Impute censored stage-specific outcomes via matching with optional learned censoring scores

Performs two-stage imputation of censored outcomes in a sequential treatment / DTR setting. The function (i) constructs a stage-2 composite outcome among subjects who enter stage 2 (eta2==1) by matching censored subjects (delta2==0) to eligible uncensored donors, and (ii) constructs a stage-1 composite outcome for all subjects by matching stage-1 censored subjects (delta1==0) to eligible donors, optionally leveraging learned censoring propensity and prognostic scores in the matching distance.

Matching is performed by helper routines impute_censored_stage2() and impute_censored_stage1(), which implement nearest-neighbor or optimal matching using Mahalanobis or other distances, with optional exact matching constraints.
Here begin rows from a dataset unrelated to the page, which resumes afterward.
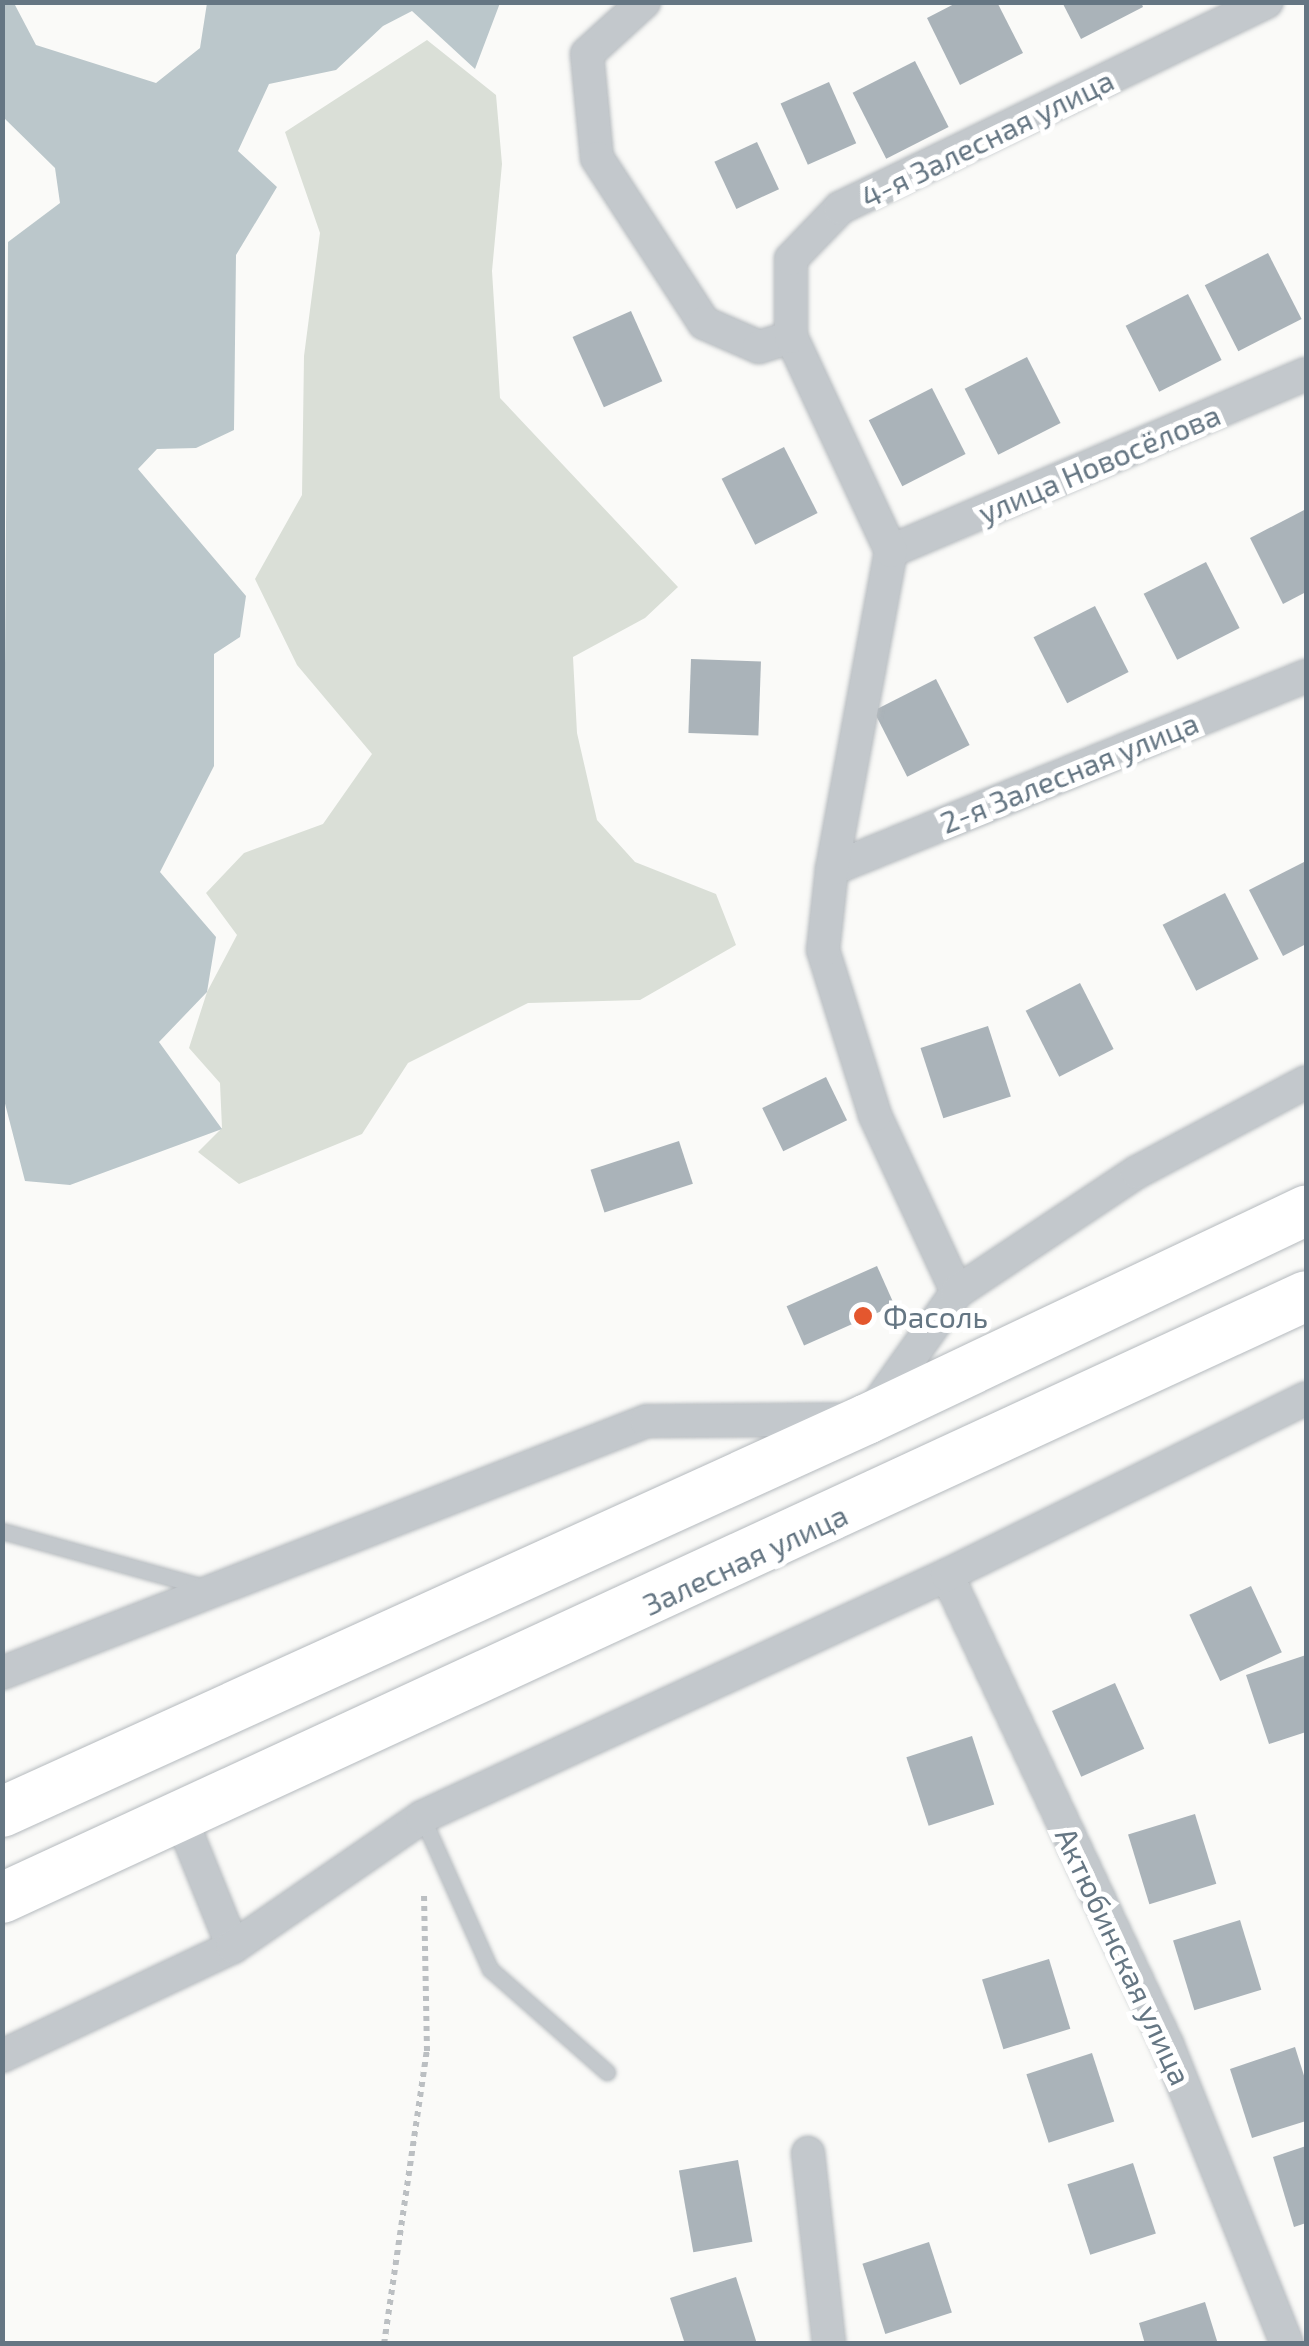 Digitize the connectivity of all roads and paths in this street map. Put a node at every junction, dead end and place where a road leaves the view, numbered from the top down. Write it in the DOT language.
graph roads {
  1 [pos="644,2"];
  2 [pos="1267,2"];
  3 [pos="792,338"];
  4 [pos="1306,374"];
  5 [pos="892,552"];
  6 [pos="1306,676"];
  7 [pos="832,868"];
  8 [pos="1306,1082"];
  9 [pos="1306,1210"];
  10 [pos="957,1292"];
  11 [pos="1306,1296"];
  12 [pos="1306,1398"];
  13 [pos="867,1419"];
  14 [pos="2,1532"];
  15 [pos="947,1575"];
  16 [pos="213,1590"];
  17 [pos="2,1673"];
  18 [pos="2,1812"];
  19 [pos="180,1816"];
  20 [pos="422,1817"];
  21 [pos="2,1898"];
  22 [pos="233,1947"];
  23 [pos="2,2056"];
  24 [pos="608,2072"];
  25 [pos="808,2153"];
  26 [pos="384,2344"];
  27 [pos="829,2344"];
  28 [pos="1288,2344"];
  1 -- 3 [label="street"];
  2 -- 3 [label="street, 4-я Залесная улица"];
  3 -- 5 [label="street"];
  4 -- 5 [label="street, улица Новосёлова"];
  5 -- 7 [label="street"];
  6 -- 7 [label="street, 2-я Залесная улица"];
  7 -- 10 [label="street"];
  8 -- 10 [label="street"];
  9 -- 13 [label="main road"];
  10 -- 13 [label="street"];
  11 -- 19 [label="main road, Залесная улица"];
  12 -- 15 [label="street"];
  13 -- 16 [label="street"];
  13 -- 18 [label="main road"];
  14 -- 16 [label="lane"];
  15 -- 20 [label="street"];
  15 -- 28 [label="street, Актюбинская улица"];
  16 -- 17 [label="street"];
  19 -- 21 [label="main road, Залесная улица"];
  19 -- 22 [label="street"];
  20 -- 22 [label="street"];
  20 -- 24 [label="lane"];
  20 -- 26 [label="path"];
  22 -- 23 [label="street"];
  25 -- 27 [label="street"];
}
When usecov=FALSE, matching covariates are replaced by learned censoring scores computed by ComputeScores(): pscens (a censoring propensity score) and/or pgcens (a censoring prognostic score).

Usage

impute_censored_outcomes(
  data,
  id.var,
  eta2.var,
  Y1.var,
  Y2.var,
  delta.var,
  OY.var,
  A1.var,
  A2.var,
  names.var1,
  names.var2,
  exact1.vars = character(0),
  exact2.vars = character(0),
  usecov = TRUE,
  useds = FALSE,
  adjustdelta1 = FALSE,
  cores = 1,
  tau,
  sl.seed = 123,
  A.SL.library1,
  A.SL.library2,
  Y.SL.library,
  A.method = NULL,
  Y.method = NULL,
  param.weights.fix = NULL,
  param.weights.init = NULL,
  optim.method = NULL,
  maxit = 1000,
  penalty1 = NULL,
  penalty2 = NULL,
  ngrid = 50,
  pscens = TRUE,
  pgcens = TRUE,
  param.tune = NULL,
  plotps = FALSE,
  model.pg = "cox",
  standardize = FALSE,
  superLearn = TRUE,
  pslink = "logit",
  distance = "mahalanobis",
  method = "nearest",
  K = 3,
  replacement = TRUE
)

Arguments

data: A data.frame containing all variables needed for stage-1 and stage-2 processing.
id.var: Character scalar. Subject identifier column name.
eta2.var: Character scalar. Stage-2 entry indicator column name (1=entered stage 2, 0=did not).
Y1.var: Character scalar. Stage-1 time/outcome component used in the composite outcome.
Y2.var: Character scalar. Stage-2 time/outcome component to be imputed for censored stage-2 subjects.
delta.var: Character scalar. Stage-2 event indicator column name (1=observed, 0=censored).
OY.var: Character scalar. Overall outcome column name (used when eta2==0 and observed).
A1.var: Character scalar. Stage-1 treatment column name.
A2.var: Character scalar. Stage-2 treatment column name.
names.var1: Character vector. Covariate names available at stage 1 (used when usecov=TRUE).
names.var2: Character vector. Covariate names available at stage 2 (used when usecov=TRUE).
exact1.vars, exact2.vars: Character vectors. Variables used for exact matching at stage 1 / stage 2. Default is none.
usecov: Logical. If TRUE, matching uses the covariates in names.var1 / names.var2. If FALSE, matching uses learned censoring scores (pscens and/or pgcens).
useds: Logical. Reserved for future use (currently not used in the provided implementation).
adjustdelta1: Logical. If TRUE, modifies the stage-1 event indicator to treat certain stage-2 events as censored by creating deltaadj. (Current code sets deltaadj=0 for eta2==1 & delta==1.)
cores: Integer. Requested number of cores for downstream scoring routines (if supported).
tau: Optional numeric. Truncation horizon passed to scoring routines for mean survival calculations.
sl.seed: Integer. RNG seed passed to SuperLearner-based scoring.
A.SL.library1, A.SL.library2: Character vectors. SuperLearner libraries for stage-1 and stage-2 censoring propensity models (passed to ComputeScores).
Y.SL.library: Character vector. Learners for survivalSL prognostic modeling (passed through).
A.method, Y.method: Optional characters. Risk/metric identifiers for SuperLearner / survivalSL.
param.weights.fix, param.weights.init, optim.method, maxit, penalty1, penalty2, param.tune: Tuning and optimization controls passed to ComputeScores / survivalSL scoring.
ngrid: Integer. Number of grid points for survival-curve integration in prognostic scoring.
pscens, pgcens: Logical. Whether to compute and use censoring propensity (pscens) and/or censoring prognostic (pgcens) scores when usecov=FALSE.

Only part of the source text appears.